> [DATA IN THIS EXERCISE]
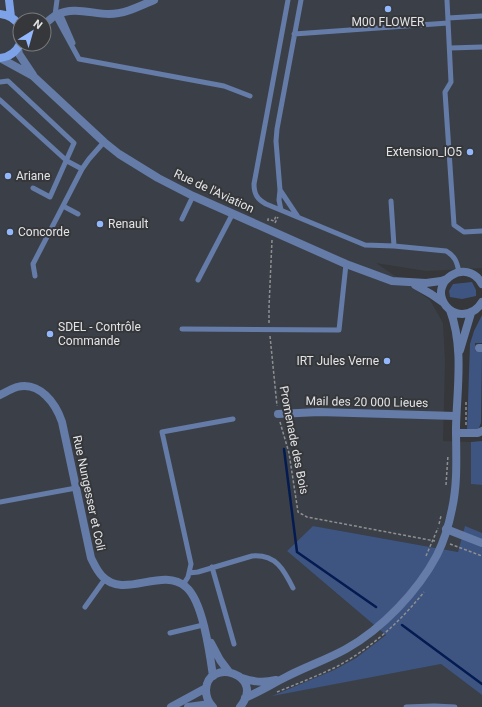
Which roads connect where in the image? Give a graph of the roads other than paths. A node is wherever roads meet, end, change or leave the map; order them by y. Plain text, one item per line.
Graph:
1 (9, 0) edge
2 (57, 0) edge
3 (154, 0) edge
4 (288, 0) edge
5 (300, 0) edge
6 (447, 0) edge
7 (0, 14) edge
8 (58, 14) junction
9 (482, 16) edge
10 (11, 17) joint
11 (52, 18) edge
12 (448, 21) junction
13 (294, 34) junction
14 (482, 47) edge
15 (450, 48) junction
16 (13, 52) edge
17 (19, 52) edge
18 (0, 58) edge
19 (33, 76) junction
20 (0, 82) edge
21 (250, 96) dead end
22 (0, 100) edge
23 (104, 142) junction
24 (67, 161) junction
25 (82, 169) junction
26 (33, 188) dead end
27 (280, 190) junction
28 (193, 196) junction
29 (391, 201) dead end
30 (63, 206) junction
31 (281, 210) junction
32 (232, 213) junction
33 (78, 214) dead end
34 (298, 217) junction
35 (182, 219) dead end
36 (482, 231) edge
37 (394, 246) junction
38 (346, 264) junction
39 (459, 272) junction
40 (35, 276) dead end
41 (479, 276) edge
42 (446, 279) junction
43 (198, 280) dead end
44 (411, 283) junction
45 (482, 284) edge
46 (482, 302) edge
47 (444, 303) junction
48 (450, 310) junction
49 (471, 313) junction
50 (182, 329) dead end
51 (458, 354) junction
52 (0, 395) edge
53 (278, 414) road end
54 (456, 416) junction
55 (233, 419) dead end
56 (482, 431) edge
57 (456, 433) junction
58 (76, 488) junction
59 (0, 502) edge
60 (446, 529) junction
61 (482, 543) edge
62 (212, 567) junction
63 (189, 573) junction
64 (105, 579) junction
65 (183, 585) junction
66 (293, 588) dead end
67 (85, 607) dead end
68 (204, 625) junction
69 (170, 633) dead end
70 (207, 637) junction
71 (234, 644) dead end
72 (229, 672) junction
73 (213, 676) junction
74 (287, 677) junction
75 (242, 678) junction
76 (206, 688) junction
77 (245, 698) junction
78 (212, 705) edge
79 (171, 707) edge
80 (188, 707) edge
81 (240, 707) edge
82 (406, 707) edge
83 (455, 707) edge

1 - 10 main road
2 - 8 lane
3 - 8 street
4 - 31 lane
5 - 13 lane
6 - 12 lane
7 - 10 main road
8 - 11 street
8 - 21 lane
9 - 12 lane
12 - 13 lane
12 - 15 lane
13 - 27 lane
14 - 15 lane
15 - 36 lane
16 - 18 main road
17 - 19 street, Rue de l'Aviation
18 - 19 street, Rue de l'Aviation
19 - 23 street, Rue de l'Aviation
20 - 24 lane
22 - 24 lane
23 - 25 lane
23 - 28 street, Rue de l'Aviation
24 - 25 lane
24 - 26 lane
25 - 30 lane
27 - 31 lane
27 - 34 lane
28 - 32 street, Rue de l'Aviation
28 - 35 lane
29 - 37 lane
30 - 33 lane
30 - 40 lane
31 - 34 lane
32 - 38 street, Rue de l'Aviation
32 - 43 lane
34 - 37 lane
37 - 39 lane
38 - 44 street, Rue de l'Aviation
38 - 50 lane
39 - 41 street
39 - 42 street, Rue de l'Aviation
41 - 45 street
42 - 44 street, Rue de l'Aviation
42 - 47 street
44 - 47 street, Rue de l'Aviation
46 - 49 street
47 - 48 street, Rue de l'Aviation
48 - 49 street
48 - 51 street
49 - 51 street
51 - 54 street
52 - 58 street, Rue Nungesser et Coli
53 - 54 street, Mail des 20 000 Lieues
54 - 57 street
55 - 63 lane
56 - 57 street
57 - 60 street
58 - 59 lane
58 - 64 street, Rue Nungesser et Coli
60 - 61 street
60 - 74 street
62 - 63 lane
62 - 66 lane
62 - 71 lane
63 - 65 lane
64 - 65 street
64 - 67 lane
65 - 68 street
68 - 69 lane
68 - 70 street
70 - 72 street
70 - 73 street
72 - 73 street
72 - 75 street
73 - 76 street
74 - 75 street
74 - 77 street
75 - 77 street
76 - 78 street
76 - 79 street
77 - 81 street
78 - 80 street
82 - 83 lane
==
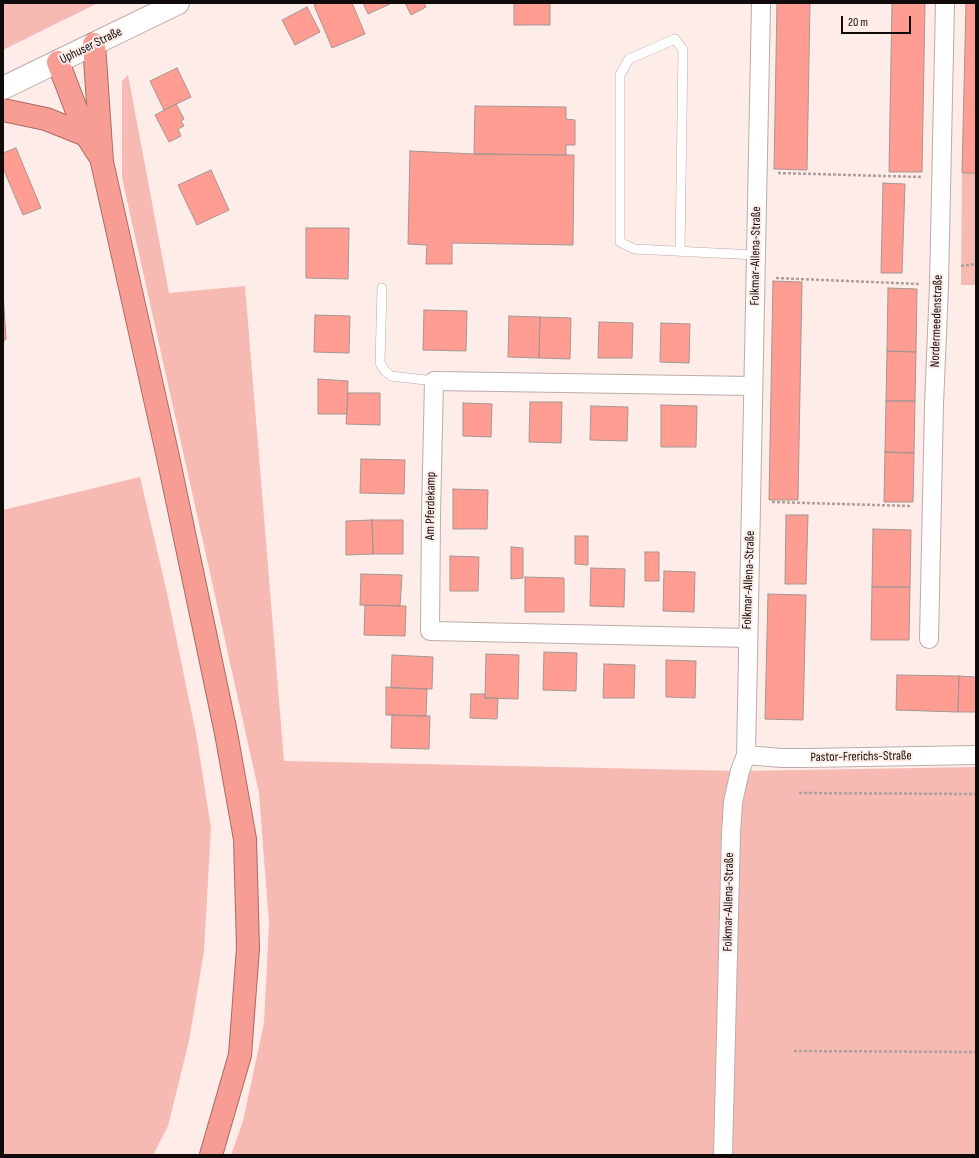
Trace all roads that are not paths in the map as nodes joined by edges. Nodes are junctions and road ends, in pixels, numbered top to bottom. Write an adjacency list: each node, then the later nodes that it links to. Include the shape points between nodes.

> [WHAT IS NEEDED]
Filter the records above for "roads" and copy every matching line.

> [SOLUTION TO THIS EXERCISE]
Which roads connect where in the image? Give a graph of the roads other than paths. A node is wherever roads meet, end, change or leave the map; order them by y. Plain text, one item per line.
Trace all roads that are not paths in the map as nodes joined by edges. Nodes are junctions and road ends, in pixels, numbered top to bottom. Write an adjacency list: each node, then the later nodes that it links to. Include the shape points between nodes.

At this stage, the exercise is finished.